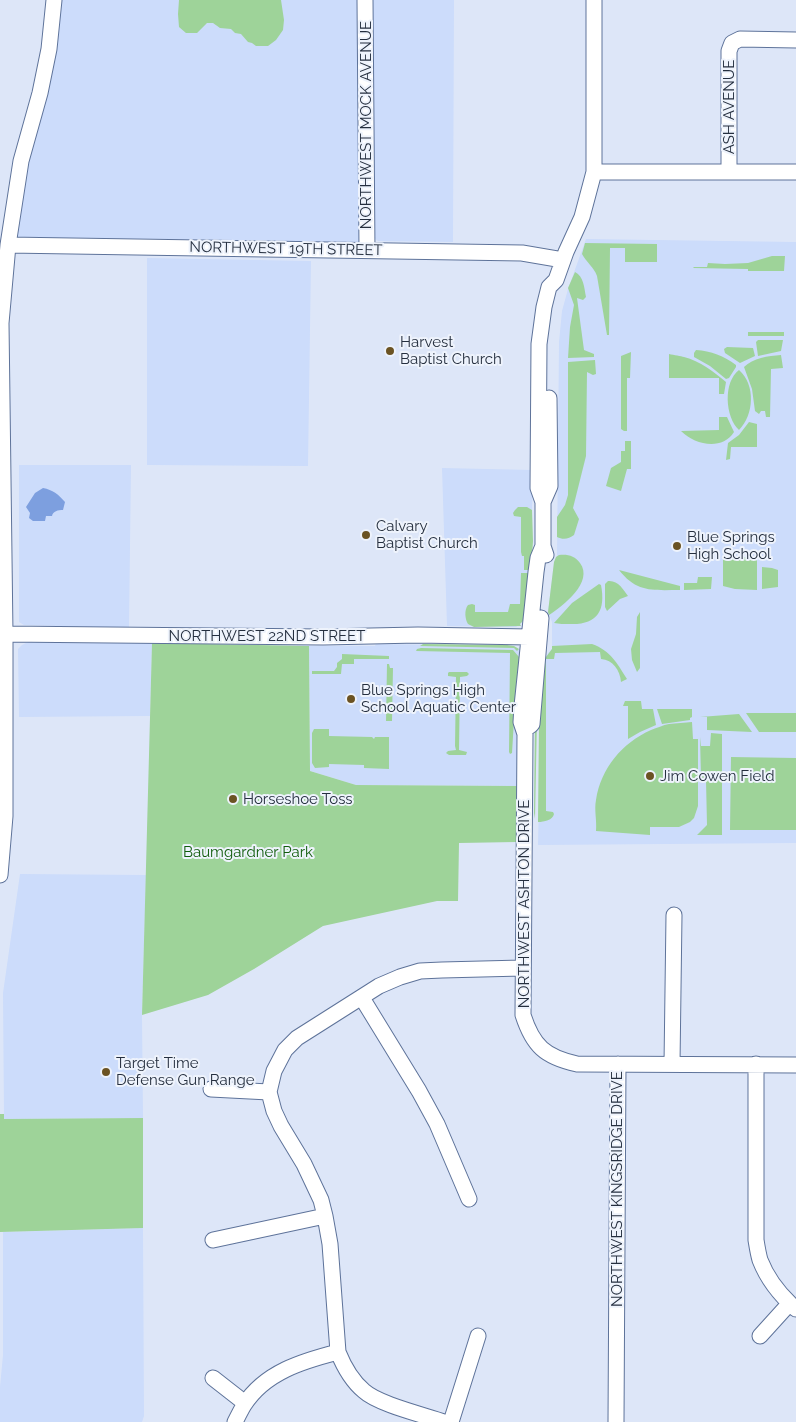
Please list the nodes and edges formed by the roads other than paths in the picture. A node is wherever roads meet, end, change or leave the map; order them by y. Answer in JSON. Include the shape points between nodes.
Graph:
{"nodes":[{"id":1,"x":54,"y":0,"type":"edge"},
{"id":2,"x":365,"y":0,"type":"edge"},
{"id":3,"x":594,"y":0,"type":"edge"},
{"id":4,"x":796,"y":40,"type":"edge"},
{"id":5,"x":594,"y":172,"type":"junction"},
{"id":6,"x":729,"y":172,"type":"junction"},
{"id":7,"x":796,"y":172,"type":"edge"},
{"id":8,"x":8,"y":244,"type":"junction"},
{"id":9,"x":367,"y":250,"type":"junction"},
{"id":10,"x":563,"y":260,"type":"junction"},
{"id":11,"x":543,"y":546,"type":"junction"},
{"id":12,"x":5,"y":634,"type":"junction"},
{"id":13,"x":529,"y":637,"type":"junction"},
{"id":14,"x":525,"y":734,"type":"junction"},
{"id":15,"x":0,"y":875,"type":"edge"},
{"id":16,"x":674,"y":915,"type":"dead end"},
{"id":17,"x":522,"y":968,"type":"junction"},
{"id":18,"x":362,"y":998,"type":"junction"},
{"id":19,"x":618,"y":1064,"type":"junction"},
{"id":20,"x":672,"y":1064,"type":"junction"},
{"id":21,"x":756,"y":1064,"type":"junction"},
{"id":22,"x":796,"y":1065,"type":"edge"},
{"id":23,"x":211,"y":1089,"type":"dead end"},
{"id":24,"x":269,"y":1092,"type":"junction"},
{"id":25,"x":469,"y":1199,"type":"dead end"},
{"id":26,"x":325,"y":1216,"type":"junction"},
{"id":27,"x":213,"y":1240,"type":"dead end"},
{"id":28,"x":793,"y":1306,"type":"edge"},
{"id":29,"x":478,"y":1336,"type":"dead end"},
{"id":30,"x":760,"y":1336,"type":"dead end"},
{"id":31,"x":338,"y":1352,"type":"junction"},
{"id":32,"x":213,"y":1378,"type":"dead end"},
{"id":33,"x":245,"y":1403,"type":"junction"},
{"id":34,"x":235,"y":1422,"type":"edge"},
{"id":35,"x":444,"y":1422,"type":"edge"},
{"id":36,"x":451,"y":1422,"type":"edge"},
{"id":37,"x":616,"y":1422,"type":"edge"}],
"edges":[{"from":1,"to":8,"type":"street","via":[[49,49],[21,161]]},
{"from":2,"to":9,"type":"street","name":"NORTHWEST MOCK AVENUE"},
{"from":3,"to":5,"type":"street","name":"NORTHWEST ASHTON DRIVE"},
{"from":4,"to":6,"type":"street","name":"ASH AVENUE","via":[[740,39],[732,44],[729,51]]},
{"from":5,"to":6,"type":"street"},
{"from":5,"to":10,"type":"street","name":"NORTHWEST ASHTON DRIVE","via":[[582,217]]},
{"from":6,"to":7,"type":"street"},
{"from":8,"to":9,"type":"street","name":"NORTHWEST 19TH STREET"},
{"from":8,"to":12,"type":"street","via":[[1,323]]},
{"from":9,"to":10,"type":"street","name":"NORTHWEST 19TH STREET","via":[[522,253]]},
{"from":10,"to":11,"type":"street","name":"NORTHWEST ASHTON DRIVE","via":[[556,280],[549,287],[539,344],[538,488],[543,502]]},
{"from":11,"to":13,"type":"street","name":"NORTHWEST ASHTON DRIVE","via":[[538,558]]},
{"from":11,"to":14,"type":"street","name":"NORTHWEST ASHTON DRIVE","via":[[547,559],[546,577],[532,724]]},
{"from":12,"to":13,"type":"street","name":"NORTHWEST 22ND STREET"},
{"from":12,"to":15,"type":"street","via":[[5,816]]},
{"from":13,"to":14,"type":"street","name":"NORTHWEST ASHTON DRIVE","via":[[521,722]]},
{"from":14,"to":17,"type":"street","name":"NORTHWEST ASHTON DRIVE"},
{"from":16,"to":20,"type":"street"},
{"from":17,"to":18,"type":"street","via":[[420,971],[379,986]]},
{"from":17,"to":19,"type":"street","name":"NORTHWEST ASHTON DRIVE","via":[[523,1015],[534,1041],[561,1060],[577,1064]]},
{"from":18,"to":24,"type":"street","via":[[297,1038],[285,1050],[274,1071]]},
{"from":18,"to":25,"type":"street","via":[[437,1124]]},
{"from":19,"to":20,"type":"street","name":"NORTHWEST KINGSRIDGE DRIVE"},
{"from":19,"to":37,"type":"street","name":"NORTHWEST KINGSRIDGE DRIVE"},
{"from":20,"to":21,"type":"street","name":"NORTHWEST KINGSRIDGE DRIVE"},
{"from":21,"to":22,"type":"street","name":"NORTHWEST KINGSRIDGE DRIVE"},
{"from":21,"to":28,"type":"street","via":[[756,1240],[768,1276]]},
{"from":23,"to":24,"type":"street"},
{"from":24,"to":26,"type":"street","via":[[277,1118],[304,1164]]},
{"from":26,"to":27,"type":"street"},
{"from":26,"to":31,"type":"street"},
{"from":28,"to":30,"type":"street"},
{"from":29,"to":36,"type":"street"},
{"from":31,"to":33,"type":"street","via":[[291,1366],[274,1376]]},
{"from":31,"to":35,"type":"street","via":[[352,1379],[365,1393]]},
{"from":32,"to":33,"type":"street"},
{"from":33,"to":34,"type":"street"}]}
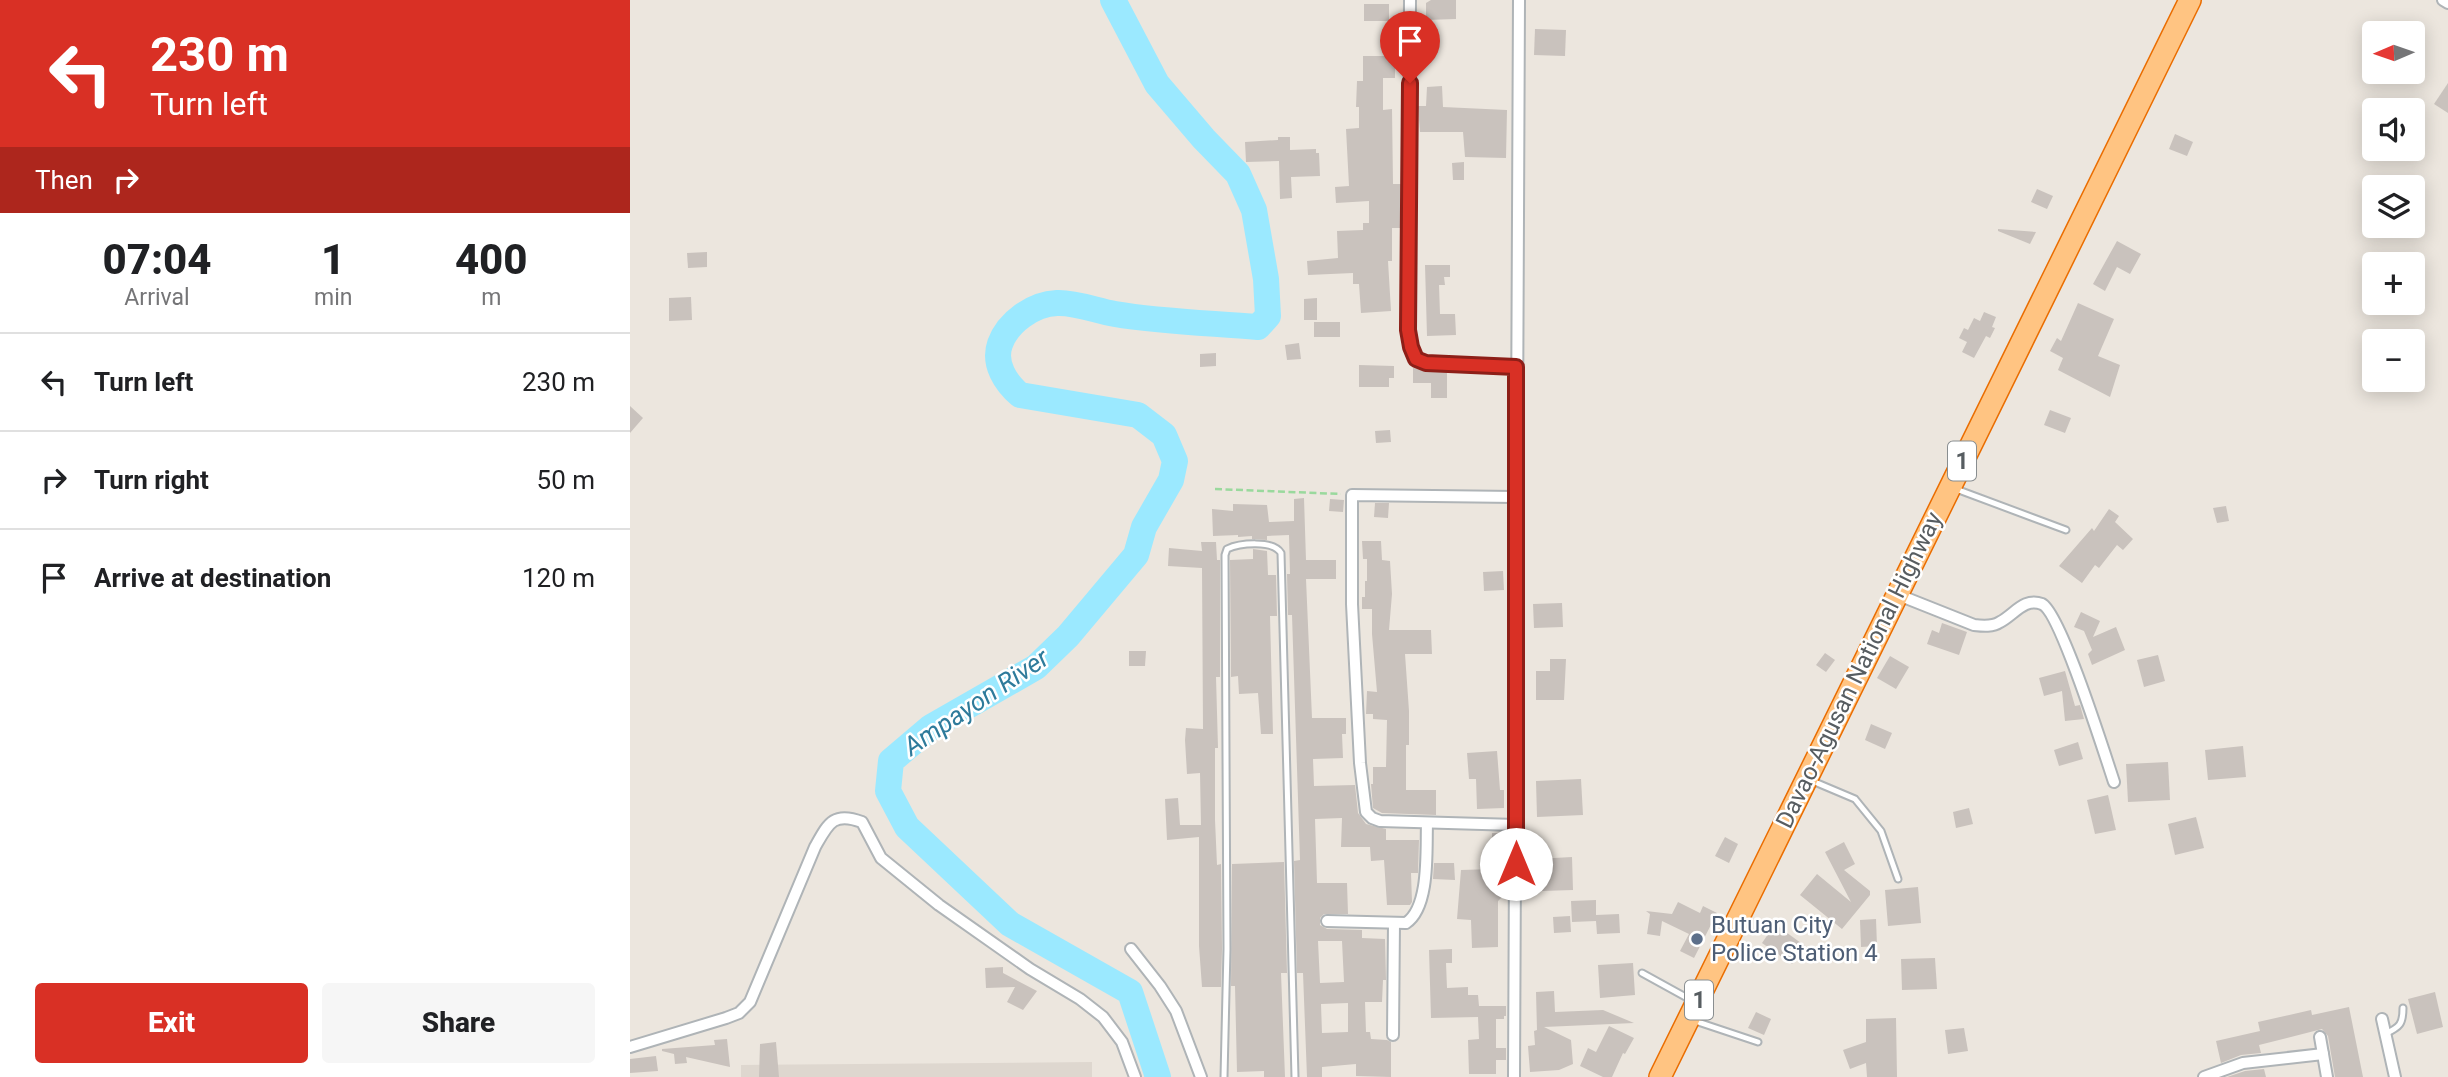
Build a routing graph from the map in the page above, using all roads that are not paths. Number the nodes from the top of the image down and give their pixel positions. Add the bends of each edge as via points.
1 (1410, 0) edge
2 (1519, 0) edge
3 (2190, 0) edge
4 (2443, 0) edge
5 (2448, 3) edge
6 (1516, 367) junction
7 (1950, 486) junction
8 (1515, 497) junction
9 (2066, 530) dead end
10 (1896, 594) junction
11 (1806, 778) junction
12 (2115, 782) dead end
13 (1427, 824) junction
14 (1516, 825) junction
15 (1898, 879) dead end
16 (1327, 921) dead end
17 (1394, 923) junction
18 (1131, 949) dead end
19 (1642, 973) dead end
20 (2403, 1008) dead end
21 (1693, 1011) junction
22 (2382, 1019) dead end
23 (2385, 1034) junction
24 (1393, 1035) dead end
25 (2320, 1037) dead end
26 (1758, 1042) dead end
27 (630, 1047) edge
28 (2323, 1054) junction
29 (1135, 1077) edge
30 (1201, 1077) edge
31 (1224, 1077) edge
32 (1295, 1077) edge
33 (1514, 1077) edge
34 (1660, 1077) edge
35 (2204, 1077) edge
36 (2327, 1077) edge
37 (2395, 1077) edge

1 - 6 street via 1411,347 1416,359 1426,363
2 - 6 street
3 - 7 highway, Davao-Agusan National Highway / 1
4 - 5 street
6 - 8 street
7 - 9 lane
7 - 10 highway, Davao-Agusan National Highway / 1
8 - 13 street via 1352,495 1352,604 1363,800 1372,818
8 - 14 street
10 - 11 highway, Davao-Agusan National Highway / 1
10 - 12 street via 1974,625 1999,624 2030,603 2049,610
11 - 15 lane via 1855,799 1881,831
11 - 21 highway, Davao-Agusan National Highway / 1
13 - 14 street
13 - 17 street via 1421,903 1414,918
14 - 33 street
16 - 17 street
17 - 24 street
18 - 30 street via 1176,1011
19 - 21 lane
20 - 23 lane via 2400,1027
21 - 26 lane
21 - 34 highway, Davao-Agusan National Highway / 1
22 - 23 street
23 - 37 street
25 - 28 street
27 - 29 street via 714,1023 750,1002 815,847 829,823 849,817 862,822 881,858 939,905 1102,1017 1122,1042
28 - 35 street via 2243,1063
28 - 36 street
31 - 32 lane via 1225,555 1233,546 1270,545 1281,553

---

> _What is required_: Every last line above must be reproduced as written, and no pictures belong in the copy.

> _Exercise answer_:
Please list the nodes and edges formed by the roads other than paths in the picture. A node is wherever roads meet, end, change or leave the map; order them by y. Answer in JSON. Include the shape points between nodes.
Graph:
{"nodes":[{"id":1,"x":54,"y":0,"type":"edge"},
{"id":2,"x":365,"y":0,"type":"edge"},
{"id":3,"x":594,"y":0,"type":"edge"},
{"id":4,"x":796,"y":40,"type":"edge"},
{"id":5,"x":594,"y":172,"type":"junction"},
{"id":6,"x":729,"y":172,"type":"junction"},
{"id":7,"x":796,"y":172,"type":"edge"},
{"id":8,"x":8,"y":244,"type":"junction"},
{"id":9,"x":367,"y":250,"type":"junction"},
{"id":10,"x":563,"y":260,"type":"junction"},
{"id":11,"x":543,"y":546,"type":"junction"},
{"id":12,"x":5,"y":634,"type":"junction"},
{"id":13,"x":529,"y":637,"type":"junction"},
{"id":14,"x":525,"y":734,"type":"junction"},
{"id":15,"x":0,"y":875,"type":"edge"},
{"id":16,"x":674,"y":915,"type":"dead end"},
{"id":17,"x":522,"y":968,"type":"junction"},
{"id":18,"x":362,"y":998,"type":"junction"},
{"id":19,"x":618,"y":1064,"type":"junction"},
{"id":20,"x":672,"y":1064,"type":"junction"},
{"id":21,"x":756,"y":1064,"type":"junction"},
{"id":22,"x":796,"y":1065,"type":"edge"},
{"id":23,"x":211,"y":1089,"type":"dead end"},
{"id":24,"x":269,"y":1092,"type":"junction"},
{"id":25,"x":469,"y":1199,"type":"dead end"},
{"id":26,"x":325,"y":1216,"type":"junction"},
{"id":27,"x":213,"y":1240,"type":"dead end"},
{"id":28,"x":793,"y":1306,"type":"edge"},
{"id":29,"x":478,"y":1336,"type":"dead end"},
{"id":30,"x":760,"y":1336,"type":"dead end"},
{"id":31,"x":338,"y":1352,"type":"junction"},
{"id":32,"x":213,"y":1378,"type":"dead end"},
{"id":33,"x":245,"y":1403,"type":"junction"},
{"id":34,"x":235,"y":1422,"type":"edge"},
{"id":35,"x":444,"y":1422,"type":"edge"},
{"id":36,"x":451,"y":1422,"type":"edge"},
{"id":37,"x":616,"y":1422,"type":"edge"}],
"edges":[{"from":1,"to":8,"type":"street","via":[[49,49],[21,161]]},
{"from":2,"to":9,"type":"street","name":"NORTHWEST MOCK AVENUE"},
{"from":3,"to":5,"type":"street","name":"NORTHWEST ASHTON DRIVE"},
{"from":4,"to":6,"type":"street","name":"ASH AVENUE","via":[[740,39],[732,44],[729,51]]},
{"from":5,"to":6,"type":"street"},
{"from":5,"to":10,"type":"street","name":"NORTHWEST ASHTON DRIVE","via":[[582,217]]},
{"from":6,"to":7,"type":"street"},
{"from":8,"to":9,"type":"street","name":"NORTHWEST 19TH STREET"},
{"from":8,"to":12,"type":"street","via":[[1,323]]},
{"from":9,"to":10,"type":"street","name":"NORTHWEST 19TH STREET","via":[[522,253]]},
{"from":10,"to":11,"type":"street","name":"NORTHWEST ASHTON DRIVE","via":[[556,280],[549,287],[539,344],[538,488],[543,502]]},
{"from":11,"to":13,"type":"street","name":"NORTHWEST ASHTON DRIVE","via":[[538,558]]},
{"from":11,"to":14,"type":"street","name":"NORTHWEST ASHTON DRIVE","via":[[547,559],[546,577],[532,724]]},
{"from":12,"to":13,"type":"street","name":"NORTHWEST 22ND STREET"},
{"from":12,"to":15,"type":"street","via":[[5,816]]},
{"from":13,"to":14,"type":"street","name":"NORTHWEST ASHTON DRIVE","via":[[521,722]]},
{"from":14,"to":17,"type":"street","name":"NORTHWEST ASHTON DRIVE"},
{"from":16,"to":20,"type":"street"},
{"from":17,"to":18,"type":"street","via":[[420,971],[379,986]]},
{"from":17,"to":19,"type":"street","name":"NORTHWEST ASHTON DRIVE","via":[[523,1015],[534,1041],[561,1060],[577,1064]]},
{"from":18,"to":24,"type":"street","via":[[297,1038],[285,1050],[274,1071]]},
{"from":18,"to":25,"type":"street","via":[[437,1124]]},
{"from":19,"to":20,"type":"street","name":"NORTHWEST KINGSRIDGE DRIVE"},
{"from":19,"to":37,"type":"street","name":"NORTHWEST KINGSRIDGE DRIVE"},
{"from":20,"to":21,"type":"street","name":"NORTHWEST KINGSRIDGE DRIVE"},
{"from":21,"to":22,"type":"street","name":"NORTHWEST KINGSRIDGE DRIVE"},
{"from":21,"to":28,"type":"street","via":[[756,1240],[768,1276]]},
{"from":23,"to":24,"type":"street"},
{"from":24,"to":26,"type":"street","via":[[277,1118],[304,1164]]},
{"from":26,"to":27,"type":"street"},
{"from":26,"to":31,"type":"street"},
{"from":28,"to":30,"type":"street"},
{"from":29,"to":36,"type":"street"},
{"from":31,"to":33,"type":"street","via":[[291,1366],[274,1376]]},
{"from":31,"to":35,"type":"street","via":[[352,1379],[365,1393]]},
{"from":32,"to":33,"type":"street"},
{"from":33,"to":34,"type":"street"}]}
Build a routing graph from the map in the page above, using all roads that are not paths. Number the nodes from the top of the image down and give their pixel positions. Add the bends of each edge as via points.
1 (1410, 0) edge
2 (1519, 0) edge
3 (2190, 0) edge
4 (2443, 0) edge
5 (2448, 3) edge
6 (1516, 367) junction
7 (1950, 486) junction
8 (1515, 497) junction
9 (2066, 530) dead end
10 (1896, 594) junction
11 (1806, 778) junction
12 (2115, 782) dead end
13 (1427, 824) junction
14 (1516, 825) junction
15 (1898, 879) dead end
16 (1327, 921) dead end
17 (1394, 923) junction
18 (1131, 949) dead end
19 (1642, 973) dead end
20 (2403, 1008) dead end
21 (1693, 1011) junction
22 (2382, 1019) dead end
23 (2385, 1034) junction
24 (1393, 1035) dead end
25 (2320, 1037) dead end
26 (1758, 1042) dead end
27 (630, 1047) edge
28 (2323, 1054) junction
29 (1135, 1077) edge
30 (1201, 1077) edge
31 (1224, 1077) edge
32 (1295, 1077) edge
33 (1514, 1077) edge
34 (1660, 1077) edge
35 (2204, 1077) edge
36 (2327, 1077) edge
37 (2395, 1077) edge

1 - 6 street via 1411,347 1416,359 1426,363
2 - 6 street
3 - 7 highway, Davao-Agusan National Highway / 1
4 - 5 street
6 - 8 street
7 - 9 lane
7 - 10 highway, Davao-Agusan National Highway / 1
8 - 13 street via 1352,495 1352,604 1363,800 1372,818
8 - 14 street
10 - 11 highway, Davao-Agusan National Highway / 1
10 - 12 street via 1974,625 1999,624 2030,603 2049,610
11 - 15 lane via 1855,799 1881,831
11 - 21 highway, Davao-Agusan National Highway / 1
13 - 14 street
13 - 17 street via 1421,903 1414,918
14 - 33 street
16 - 17 street
17 - 24 street
18 - 30 street via 1176,1011
19 - 21 lane
20 - 23 lane via 2400,1027
21 - 26 lane
21 - 34 highway, Davao-Agusan National Highway / 1
22 - 23 street
23 - 37 street
25 - 28 street
27 - 29 street via 714,1023 750,1002 815,847 829,823 849,817 862,822 881,858 939,905 1102,1017 1122,1042
28 - 35 street via 2243,1063
28 - 36 street
31 - 32 lane via 1225,555 1233,546 1270,545 1281,553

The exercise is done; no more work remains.